Thursday, December 24, 2009

slapstick


“Smiling on smiling.  Smile forward, land smiling.  Smile a simile worth smiling.  Smile like reduction of smile for smiling forward.”
  - apocryphal Gertrude Stein


“It’s a long way back to Boston,” said Hoover, flipping his wrist over the steering wheel in nonchalance.  “Won’t be seeing that city for like . . .” he threw fingers out of his palm as if he were counting something, “A long time.”

Boston?  What are you talking about Boston?”

“It’s running out behind us, man, weaving further away, flowing its sinewy course over that a ways, back to where it needs to be,” and Hoover looks into the rear view mirror while his chin droops down to his chest, “I didn’t ask it to stay, you know, stick-”

“Stick,” I said.  “Stick.”

“Yeah, dude, stick.”

“Stick?”  Mickey’s voice came from so close that it triggered a violent reaction taking a sharp breath and pushing myself towards the door, against the window, Mickey’s jack-in-the-box intrusion . . . he had his head leaned into the front compartment, between me and Hoover’s seats, his hair a complete mess of crawling tangles, a tightknitschoolofeels weaving around the coral, straining forward over the gear shift to squint through the windshield.  “A stick?” 

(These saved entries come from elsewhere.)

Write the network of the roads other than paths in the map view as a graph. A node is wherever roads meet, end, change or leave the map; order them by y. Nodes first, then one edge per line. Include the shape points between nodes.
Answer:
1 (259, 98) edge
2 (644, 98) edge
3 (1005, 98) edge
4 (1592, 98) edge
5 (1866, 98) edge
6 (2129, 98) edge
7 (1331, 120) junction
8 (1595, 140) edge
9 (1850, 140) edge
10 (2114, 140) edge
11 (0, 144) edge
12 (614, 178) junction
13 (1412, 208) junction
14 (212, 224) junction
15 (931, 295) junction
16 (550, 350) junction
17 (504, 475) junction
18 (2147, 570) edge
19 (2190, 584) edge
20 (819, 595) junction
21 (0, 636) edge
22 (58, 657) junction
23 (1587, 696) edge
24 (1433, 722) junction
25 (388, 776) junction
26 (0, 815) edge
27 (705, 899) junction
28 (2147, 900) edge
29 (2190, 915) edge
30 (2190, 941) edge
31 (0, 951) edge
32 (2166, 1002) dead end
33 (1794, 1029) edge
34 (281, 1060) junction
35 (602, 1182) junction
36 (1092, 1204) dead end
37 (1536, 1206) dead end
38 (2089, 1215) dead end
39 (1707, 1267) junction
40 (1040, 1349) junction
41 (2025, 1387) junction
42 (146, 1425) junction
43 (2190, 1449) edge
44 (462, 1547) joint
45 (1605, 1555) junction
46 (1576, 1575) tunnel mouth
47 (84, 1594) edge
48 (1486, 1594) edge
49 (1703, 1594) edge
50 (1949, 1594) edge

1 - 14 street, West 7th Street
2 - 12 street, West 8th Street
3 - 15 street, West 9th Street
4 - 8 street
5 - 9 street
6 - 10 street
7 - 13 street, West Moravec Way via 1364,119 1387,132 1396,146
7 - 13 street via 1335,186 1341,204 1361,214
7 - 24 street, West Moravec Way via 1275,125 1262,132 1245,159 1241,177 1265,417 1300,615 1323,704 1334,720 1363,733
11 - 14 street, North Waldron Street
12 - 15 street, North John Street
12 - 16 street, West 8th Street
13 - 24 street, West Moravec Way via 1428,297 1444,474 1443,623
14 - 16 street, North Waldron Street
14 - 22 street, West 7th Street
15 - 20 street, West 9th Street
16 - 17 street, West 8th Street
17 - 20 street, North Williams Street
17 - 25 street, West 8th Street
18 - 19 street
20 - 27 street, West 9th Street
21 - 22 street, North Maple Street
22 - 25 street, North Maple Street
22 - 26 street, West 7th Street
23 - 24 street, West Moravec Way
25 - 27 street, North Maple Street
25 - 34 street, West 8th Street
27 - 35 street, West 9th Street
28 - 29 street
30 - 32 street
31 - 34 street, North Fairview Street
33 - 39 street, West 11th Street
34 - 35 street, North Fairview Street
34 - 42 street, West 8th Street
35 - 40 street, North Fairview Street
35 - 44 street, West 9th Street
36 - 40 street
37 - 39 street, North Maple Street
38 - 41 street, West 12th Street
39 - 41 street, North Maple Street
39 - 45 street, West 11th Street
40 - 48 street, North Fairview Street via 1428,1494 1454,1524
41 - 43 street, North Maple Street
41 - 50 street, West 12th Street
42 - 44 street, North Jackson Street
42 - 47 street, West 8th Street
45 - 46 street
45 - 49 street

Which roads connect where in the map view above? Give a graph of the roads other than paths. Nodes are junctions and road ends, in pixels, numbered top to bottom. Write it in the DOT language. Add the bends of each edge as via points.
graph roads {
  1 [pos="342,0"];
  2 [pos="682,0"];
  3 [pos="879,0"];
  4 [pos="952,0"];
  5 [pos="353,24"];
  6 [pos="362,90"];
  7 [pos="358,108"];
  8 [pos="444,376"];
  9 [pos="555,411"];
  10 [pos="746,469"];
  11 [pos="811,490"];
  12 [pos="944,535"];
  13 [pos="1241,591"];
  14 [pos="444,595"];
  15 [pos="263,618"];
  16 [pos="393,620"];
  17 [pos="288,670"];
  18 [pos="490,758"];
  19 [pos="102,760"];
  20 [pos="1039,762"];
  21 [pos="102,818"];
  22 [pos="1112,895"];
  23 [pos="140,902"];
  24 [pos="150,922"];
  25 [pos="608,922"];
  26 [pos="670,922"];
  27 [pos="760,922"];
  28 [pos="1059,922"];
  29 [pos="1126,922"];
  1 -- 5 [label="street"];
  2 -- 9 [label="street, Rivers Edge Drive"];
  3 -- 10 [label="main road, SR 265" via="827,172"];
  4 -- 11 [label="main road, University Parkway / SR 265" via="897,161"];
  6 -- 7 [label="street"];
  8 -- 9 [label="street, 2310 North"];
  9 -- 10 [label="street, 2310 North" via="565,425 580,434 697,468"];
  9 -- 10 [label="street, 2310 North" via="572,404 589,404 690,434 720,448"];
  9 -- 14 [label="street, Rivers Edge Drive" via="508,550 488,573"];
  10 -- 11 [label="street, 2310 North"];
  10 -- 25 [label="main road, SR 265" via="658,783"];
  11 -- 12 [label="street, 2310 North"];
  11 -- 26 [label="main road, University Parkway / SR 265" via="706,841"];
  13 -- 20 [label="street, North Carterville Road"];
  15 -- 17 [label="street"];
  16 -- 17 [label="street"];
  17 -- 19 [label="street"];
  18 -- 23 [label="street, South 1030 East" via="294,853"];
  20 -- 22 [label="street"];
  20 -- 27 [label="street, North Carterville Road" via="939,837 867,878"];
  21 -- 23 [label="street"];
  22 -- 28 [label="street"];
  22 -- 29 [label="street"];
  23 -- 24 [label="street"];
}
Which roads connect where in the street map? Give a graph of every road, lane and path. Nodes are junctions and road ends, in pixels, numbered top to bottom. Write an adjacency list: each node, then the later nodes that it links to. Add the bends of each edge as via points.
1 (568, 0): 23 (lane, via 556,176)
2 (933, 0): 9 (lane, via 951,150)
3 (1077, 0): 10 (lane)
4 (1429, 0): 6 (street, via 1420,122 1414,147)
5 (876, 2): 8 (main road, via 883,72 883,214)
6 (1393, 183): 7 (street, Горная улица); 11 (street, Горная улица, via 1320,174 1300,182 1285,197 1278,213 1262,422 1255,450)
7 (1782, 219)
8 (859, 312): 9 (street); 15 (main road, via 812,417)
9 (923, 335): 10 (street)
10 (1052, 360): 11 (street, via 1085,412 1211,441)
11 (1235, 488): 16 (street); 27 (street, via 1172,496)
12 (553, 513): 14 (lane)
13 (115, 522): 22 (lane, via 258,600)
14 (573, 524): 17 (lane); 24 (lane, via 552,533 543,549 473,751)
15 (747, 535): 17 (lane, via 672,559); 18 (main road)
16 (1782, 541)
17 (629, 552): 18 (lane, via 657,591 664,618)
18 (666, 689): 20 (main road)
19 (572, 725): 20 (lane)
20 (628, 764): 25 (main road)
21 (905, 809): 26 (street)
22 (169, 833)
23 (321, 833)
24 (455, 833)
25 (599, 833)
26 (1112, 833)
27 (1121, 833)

Hoover was laughing real loud and the car swerved a little, I think, and Mickey continued incredulously “Won’t believe it until you show me some evidence” and I’m gripping the handle on the door thinking about mortal danger and life and how I don’t want to say good night so soon and this thought echoes and echoes and my chest heaves more quickly until I realize that I’m shouting all this and Mickey has his hand on my shoulder and the police that line the narrow, massively wide road have my attention but Hoover assures me this isn’t the case.

“Calmly,” he commands, “Shut your eyes and think about the moon.”  Into the calm the cold, picking up a pillowy holey piece of basaltic nothingness and give it the ol’ heft test and a jump that keeps carrying me higher, softly, slowly, the grey landscape stretches off, dotted with craters like the wax stamps of meteors and at the horizon the grey curves downwards in both directions like a gently sloped parabola underneath the vast expanse of darkness “The stars” says Hoover “Are everywhere” I believe him because that is all I can see is this massive littering of stars but Hoover doesn’t stop and his voice narrates my mission in the Rover

“Holy shit!” yelled Hoover and the car pitched suddenly and fishtailed briefly with a screech like an eagle on prey and my eyes burst wide open to the mess of the world while Mickey blathered on talking about total sensory deprivation tanks and stress relief and I felt life pumping in me, like a piston, like a piston, like a piston, that thing in the hood, just below the hood, I can see its metal glint and spraypainted plastic when I stare at the hood, see right through the translucent hood, my liver, my appendix, my brother had his removed by them cutting right into his flesh with a chainsaw, blood spurting, Dr. Benway looking real pleased, his face dripping red, his surgeon’s mask dangling around his neck, spittle between his teeth, a cold sore that was never mentioned nor even noticed until now like instant revelation and I realized that Burroughs had had me hoodwinked like a fairy.

“The literature in the back,” a thumb tossed over my shoulder, a tinge of trepidation ringing in my voice andsuddenlytime has  slowed   down

“Cool” said Mickey, “It’s cool, all safe, I have my arms wrapped around the precious” I lean back and sighed a sigh of relief, relief is what it not was, however, it was what I think it is . . . and my ribcage collapsed in on itself.

Things were less chaotic once the car was safely parked and we were back in Hoover’s kitchen, playing connect the dots with a scattering of breadcrumbs on the dinner table, last night’s mess, “It went haywire in that vehicle.”

“Yeah,” giggled Mickey, sipping hot soup, piss yellow glimmers with oil splotches and rising steam.  He giggled again.  The warm feeling of soup settling in his stomach was such a pleasant sensation.  I watched his eyes dance in the candle light.